*Data excerpts*
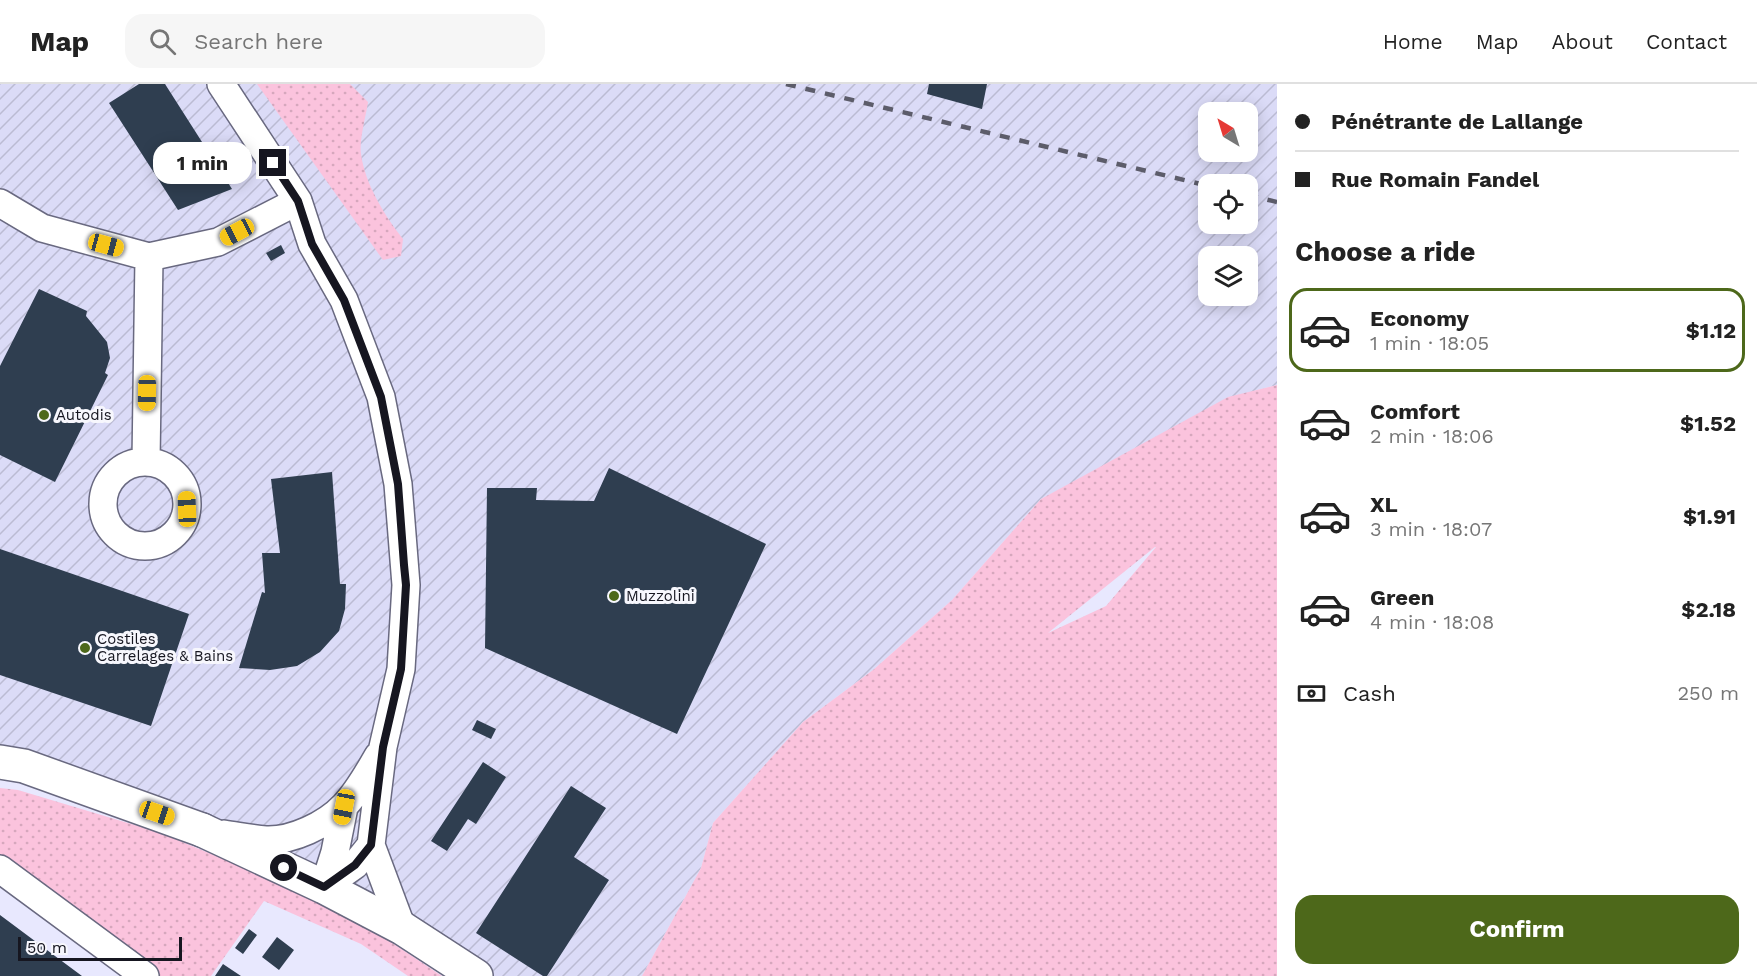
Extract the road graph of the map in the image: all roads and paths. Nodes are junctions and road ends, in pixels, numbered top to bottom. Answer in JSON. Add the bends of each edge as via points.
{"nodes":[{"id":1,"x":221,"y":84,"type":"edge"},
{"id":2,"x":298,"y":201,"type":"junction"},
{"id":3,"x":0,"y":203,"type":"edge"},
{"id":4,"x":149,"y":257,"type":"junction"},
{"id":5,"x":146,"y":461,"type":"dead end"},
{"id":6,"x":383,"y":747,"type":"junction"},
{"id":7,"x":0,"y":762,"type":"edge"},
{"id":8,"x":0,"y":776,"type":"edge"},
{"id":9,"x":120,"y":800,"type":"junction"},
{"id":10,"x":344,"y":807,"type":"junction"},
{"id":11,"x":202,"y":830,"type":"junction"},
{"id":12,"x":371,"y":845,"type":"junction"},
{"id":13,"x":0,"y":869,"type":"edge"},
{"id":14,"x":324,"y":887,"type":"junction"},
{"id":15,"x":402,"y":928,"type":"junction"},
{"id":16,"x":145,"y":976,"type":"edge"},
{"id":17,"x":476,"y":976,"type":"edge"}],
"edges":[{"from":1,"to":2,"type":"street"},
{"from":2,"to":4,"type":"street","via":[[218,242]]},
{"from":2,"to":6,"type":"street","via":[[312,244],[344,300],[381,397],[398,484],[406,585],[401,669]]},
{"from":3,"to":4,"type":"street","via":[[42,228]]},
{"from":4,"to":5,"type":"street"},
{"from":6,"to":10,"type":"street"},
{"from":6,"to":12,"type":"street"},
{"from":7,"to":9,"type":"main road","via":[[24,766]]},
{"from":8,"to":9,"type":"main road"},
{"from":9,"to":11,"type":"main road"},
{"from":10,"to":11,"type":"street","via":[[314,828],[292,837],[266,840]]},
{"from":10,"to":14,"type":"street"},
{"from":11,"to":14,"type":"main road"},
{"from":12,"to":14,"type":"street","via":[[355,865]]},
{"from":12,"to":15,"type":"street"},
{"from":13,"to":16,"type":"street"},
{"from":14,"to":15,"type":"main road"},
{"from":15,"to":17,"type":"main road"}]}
--
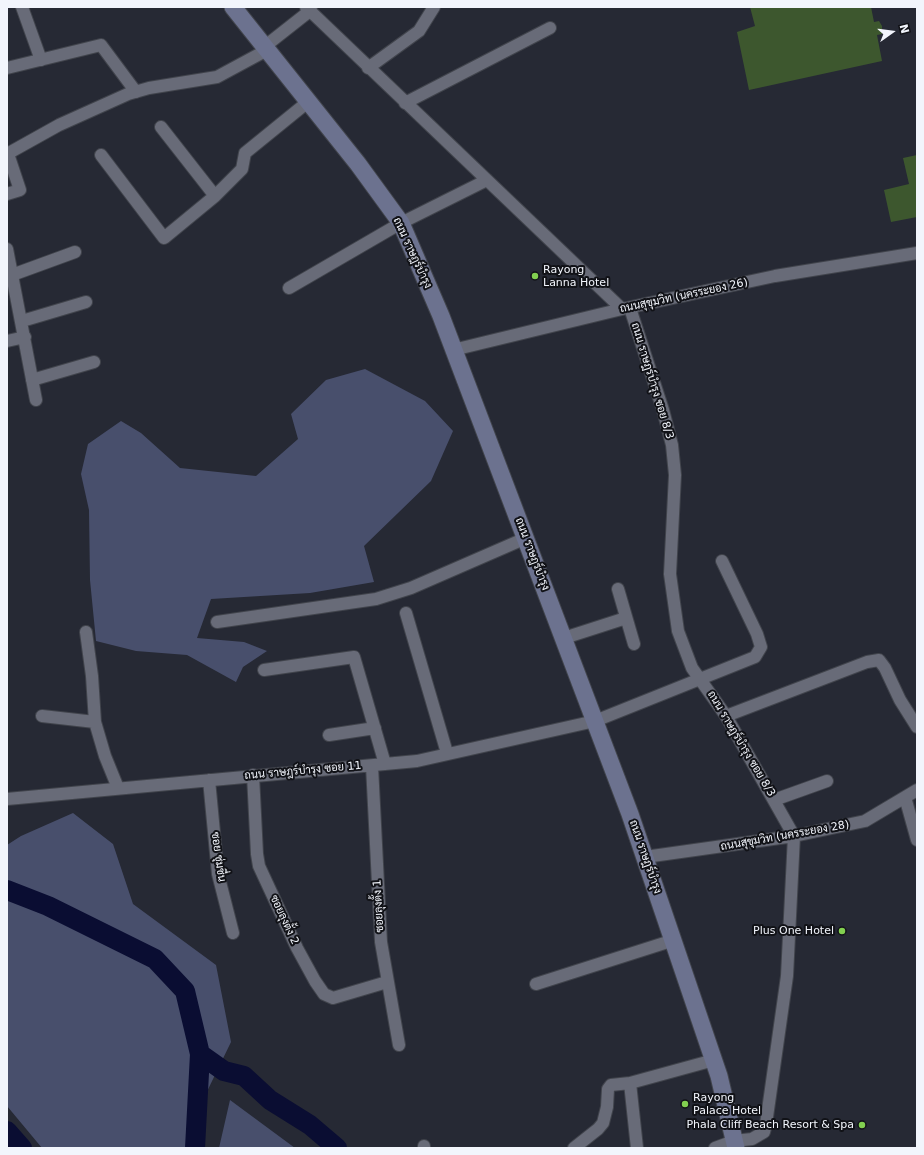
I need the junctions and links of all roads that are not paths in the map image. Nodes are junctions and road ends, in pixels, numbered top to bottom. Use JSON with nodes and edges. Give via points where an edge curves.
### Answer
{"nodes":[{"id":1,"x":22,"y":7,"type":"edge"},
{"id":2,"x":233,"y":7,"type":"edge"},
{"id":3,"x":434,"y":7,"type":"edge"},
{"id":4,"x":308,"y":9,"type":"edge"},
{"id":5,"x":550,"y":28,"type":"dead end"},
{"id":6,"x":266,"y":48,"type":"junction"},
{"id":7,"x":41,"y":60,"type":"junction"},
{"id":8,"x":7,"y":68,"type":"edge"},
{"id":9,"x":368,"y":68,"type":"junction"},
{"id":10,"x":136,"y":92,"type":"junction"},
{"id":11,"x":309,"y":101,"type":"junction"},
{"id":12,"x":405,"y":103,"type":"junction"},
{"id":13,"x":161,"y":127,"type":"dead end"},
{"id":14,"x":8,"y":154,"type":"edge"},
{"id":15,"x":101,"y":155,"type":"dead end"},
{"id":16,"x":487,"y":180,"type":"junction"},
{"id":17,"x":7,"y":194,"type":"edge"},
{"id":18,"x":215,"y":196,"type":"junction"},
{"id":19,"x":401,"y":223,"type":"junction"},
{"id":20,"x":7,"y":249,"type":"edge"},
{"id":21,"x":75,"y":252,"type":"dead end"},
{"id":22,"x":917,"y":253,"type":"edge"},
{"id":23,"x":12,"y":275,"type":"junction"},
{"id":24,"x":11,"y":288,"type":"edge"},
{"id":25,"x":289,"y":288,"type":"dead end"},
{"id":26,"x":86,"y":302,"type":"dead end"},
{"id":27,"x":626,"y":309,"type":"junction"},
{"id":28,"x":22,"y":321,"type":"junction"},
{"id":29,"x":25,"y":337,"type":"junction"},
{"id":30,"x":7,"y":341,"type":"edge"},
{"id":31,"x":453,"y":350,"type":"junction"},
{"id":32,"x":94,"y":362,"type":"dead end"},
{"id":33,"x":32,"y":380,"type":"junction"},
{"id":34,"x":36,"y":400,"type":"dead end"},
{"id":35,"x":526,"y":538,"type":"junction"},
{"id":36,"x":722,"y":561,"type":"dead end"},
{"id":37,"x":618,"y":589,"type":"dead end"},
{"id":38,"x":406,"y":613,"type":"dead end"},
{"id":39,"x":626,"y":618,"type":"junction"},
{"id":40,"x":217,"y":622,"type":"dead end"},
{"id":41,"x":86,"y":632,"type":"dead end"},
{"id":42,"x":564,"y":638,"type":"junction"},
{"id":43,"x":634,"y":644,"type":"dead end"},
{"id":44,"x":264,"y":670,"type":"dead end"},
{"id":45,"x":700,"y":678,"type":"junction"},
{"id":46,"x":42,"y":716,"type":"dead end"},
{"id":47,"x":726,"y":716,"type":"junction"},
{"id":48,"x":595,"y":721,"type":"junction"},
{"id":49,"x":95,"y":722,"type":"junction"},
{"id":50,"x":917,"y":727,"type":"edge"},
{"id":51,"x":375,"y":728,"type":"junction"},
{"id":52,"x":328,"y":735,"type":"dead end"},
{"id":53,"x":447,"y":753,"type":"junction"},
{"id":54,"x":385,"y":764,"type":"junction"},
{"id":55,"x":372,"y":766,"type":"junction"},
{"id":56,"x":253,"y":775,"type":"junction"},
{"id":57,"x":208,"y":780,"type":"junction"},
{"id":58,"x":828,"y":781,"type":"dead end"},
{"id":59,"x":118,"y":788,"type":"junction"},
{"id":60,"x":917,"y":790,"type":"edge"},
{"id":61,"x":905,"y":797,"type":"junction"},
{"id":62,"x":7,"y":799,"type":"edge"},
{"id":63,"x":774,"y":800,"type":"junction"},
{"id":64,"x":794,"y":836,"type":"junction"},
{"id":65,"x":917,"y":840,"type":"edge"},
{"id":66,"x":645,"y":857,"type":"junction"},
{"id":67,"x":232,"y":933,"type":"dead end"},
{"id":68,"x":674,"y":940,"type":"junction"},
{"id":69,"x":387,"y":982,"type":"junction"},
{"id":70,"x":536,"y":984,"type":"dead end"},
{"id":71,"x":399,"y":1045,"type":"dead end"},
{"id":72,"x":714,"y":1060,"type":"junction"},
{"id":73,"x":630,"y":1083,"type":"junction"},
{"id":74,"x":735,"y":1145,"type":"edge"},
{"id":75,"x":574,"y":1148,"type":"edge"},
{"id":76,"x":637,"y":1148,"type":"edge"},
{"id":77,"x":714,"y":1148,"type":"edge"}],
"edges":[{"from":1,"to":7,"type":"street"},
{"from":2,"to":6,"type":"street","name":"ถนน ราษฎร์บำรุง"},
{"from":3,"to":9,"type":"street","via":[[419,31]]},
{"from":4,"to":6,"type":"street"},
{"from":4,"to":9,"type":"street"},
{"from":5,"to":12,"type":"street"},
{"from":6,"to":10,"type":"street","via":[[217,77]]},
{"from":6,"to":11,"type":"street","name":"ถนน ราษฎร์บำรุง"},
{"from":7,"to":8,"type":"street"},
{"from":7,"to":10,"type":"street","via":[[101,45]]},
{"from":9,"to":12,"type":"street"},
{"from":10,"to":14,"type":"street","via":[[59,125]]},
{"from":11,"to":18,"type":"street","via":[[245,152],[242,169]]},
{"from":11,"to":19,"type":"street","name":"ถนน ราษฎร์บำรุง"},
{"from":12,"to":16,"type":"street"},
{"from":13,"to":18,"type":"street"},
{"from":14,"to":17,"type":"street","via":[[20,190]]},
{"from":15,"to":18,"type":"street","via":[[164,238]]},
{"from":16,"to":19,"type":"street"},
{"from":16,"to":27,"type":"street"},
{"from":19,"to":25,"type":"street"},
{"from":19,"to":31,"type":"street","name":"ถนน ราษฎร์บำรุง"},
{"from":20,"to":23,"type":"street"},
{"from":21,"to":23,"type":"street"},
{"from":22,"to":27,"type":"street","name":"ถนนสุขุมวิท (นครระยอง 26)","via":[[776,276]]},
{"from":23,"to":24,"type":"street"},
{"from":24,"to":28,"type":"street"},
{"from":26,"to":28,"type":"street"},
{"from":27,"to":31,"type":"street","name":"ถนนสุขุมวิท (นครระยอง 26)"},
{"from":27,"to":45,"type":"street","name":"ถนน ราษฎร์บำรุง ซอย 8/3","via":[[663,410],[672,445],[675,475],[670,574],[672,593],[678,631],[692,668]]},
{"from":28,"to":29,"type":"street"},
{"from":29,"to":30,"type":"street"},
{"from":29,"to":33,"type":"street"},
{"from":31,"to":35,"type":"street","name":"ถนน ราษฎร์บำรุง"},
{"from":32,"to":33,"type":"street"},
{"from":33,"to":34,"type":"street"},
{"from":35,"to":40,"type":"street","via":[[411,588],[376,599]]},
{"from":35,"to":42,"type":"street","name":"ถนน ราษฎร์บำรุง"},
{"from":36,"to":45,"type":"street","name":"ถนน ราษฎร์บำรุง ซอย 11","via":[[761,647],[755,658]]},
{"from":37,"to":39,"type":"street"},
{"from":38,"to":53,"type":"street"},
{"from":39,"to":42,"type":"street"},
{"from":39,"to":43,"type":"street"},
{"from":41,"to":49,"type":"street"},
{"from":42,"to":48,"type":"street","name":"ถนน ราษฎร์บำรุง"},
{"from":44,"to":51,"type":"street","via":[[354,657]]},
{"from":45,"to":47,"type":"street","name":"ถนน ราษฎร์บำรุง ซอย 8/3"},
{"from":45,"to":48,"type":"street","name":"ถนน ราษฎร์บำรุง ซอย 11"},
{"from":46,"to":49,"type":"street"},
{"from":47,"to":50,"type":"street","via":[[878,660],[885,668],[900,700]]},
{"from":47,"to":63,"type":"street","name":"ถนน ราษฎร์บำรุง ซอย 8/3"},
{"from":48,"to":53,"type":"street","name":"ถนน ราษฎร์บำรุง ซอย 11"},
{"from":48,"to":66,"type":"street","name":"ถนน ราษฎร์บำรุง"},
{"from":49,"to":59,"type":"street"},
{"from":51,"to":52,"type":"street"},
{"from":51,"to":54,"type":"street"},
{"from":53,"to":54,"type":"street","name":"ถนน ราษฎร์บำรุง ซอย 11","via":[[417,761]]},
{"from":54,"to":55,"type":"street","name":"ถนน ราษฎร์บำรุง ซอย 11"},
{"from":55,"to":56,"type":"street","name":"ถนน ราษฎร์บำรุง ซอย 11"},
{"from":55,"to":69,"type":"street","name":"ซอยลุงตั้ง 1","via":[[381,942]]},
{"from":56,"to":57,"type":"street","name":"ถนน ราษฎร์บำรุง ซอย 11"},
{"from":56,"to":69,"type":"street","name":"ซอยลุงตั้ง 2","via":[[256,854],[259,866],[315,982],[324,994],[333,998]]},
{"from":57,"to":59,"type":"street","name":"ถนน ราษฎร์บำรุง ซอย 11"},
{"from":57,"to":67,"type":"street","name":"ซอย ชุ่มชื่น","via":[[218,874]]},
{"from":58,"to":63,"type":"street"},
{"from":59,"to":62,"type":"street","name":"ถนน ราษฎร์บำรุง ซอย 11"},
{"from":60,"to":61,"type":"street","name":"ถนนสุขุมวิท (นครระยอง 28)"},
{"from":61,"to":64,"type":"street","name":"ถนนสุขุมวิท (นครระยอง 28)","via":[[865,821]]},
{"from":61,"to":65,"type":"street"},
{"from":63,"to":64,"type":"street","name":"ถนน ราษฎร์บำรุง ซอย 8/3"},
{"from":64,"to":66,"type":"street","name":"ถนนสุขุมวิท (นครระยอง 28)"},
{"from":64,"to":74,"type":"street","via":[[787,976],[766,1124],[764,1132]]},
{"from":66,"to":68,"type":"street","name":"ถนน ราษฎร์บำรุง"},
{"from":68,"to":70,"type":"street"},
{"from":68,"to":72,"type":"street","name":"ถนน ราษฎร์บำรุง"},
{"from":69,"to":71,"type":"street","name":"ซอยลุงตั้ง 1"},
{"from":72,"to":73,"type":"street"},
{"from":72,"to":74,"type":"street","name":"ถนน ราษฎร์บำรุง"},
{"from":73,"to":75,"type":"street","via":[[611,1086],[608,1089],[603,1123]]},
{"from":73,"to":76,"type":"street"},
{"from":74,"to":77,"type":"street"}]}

*The task*
Please count, in the material above, the lines that hold the word "numbered", and report only the total.

*Output*
2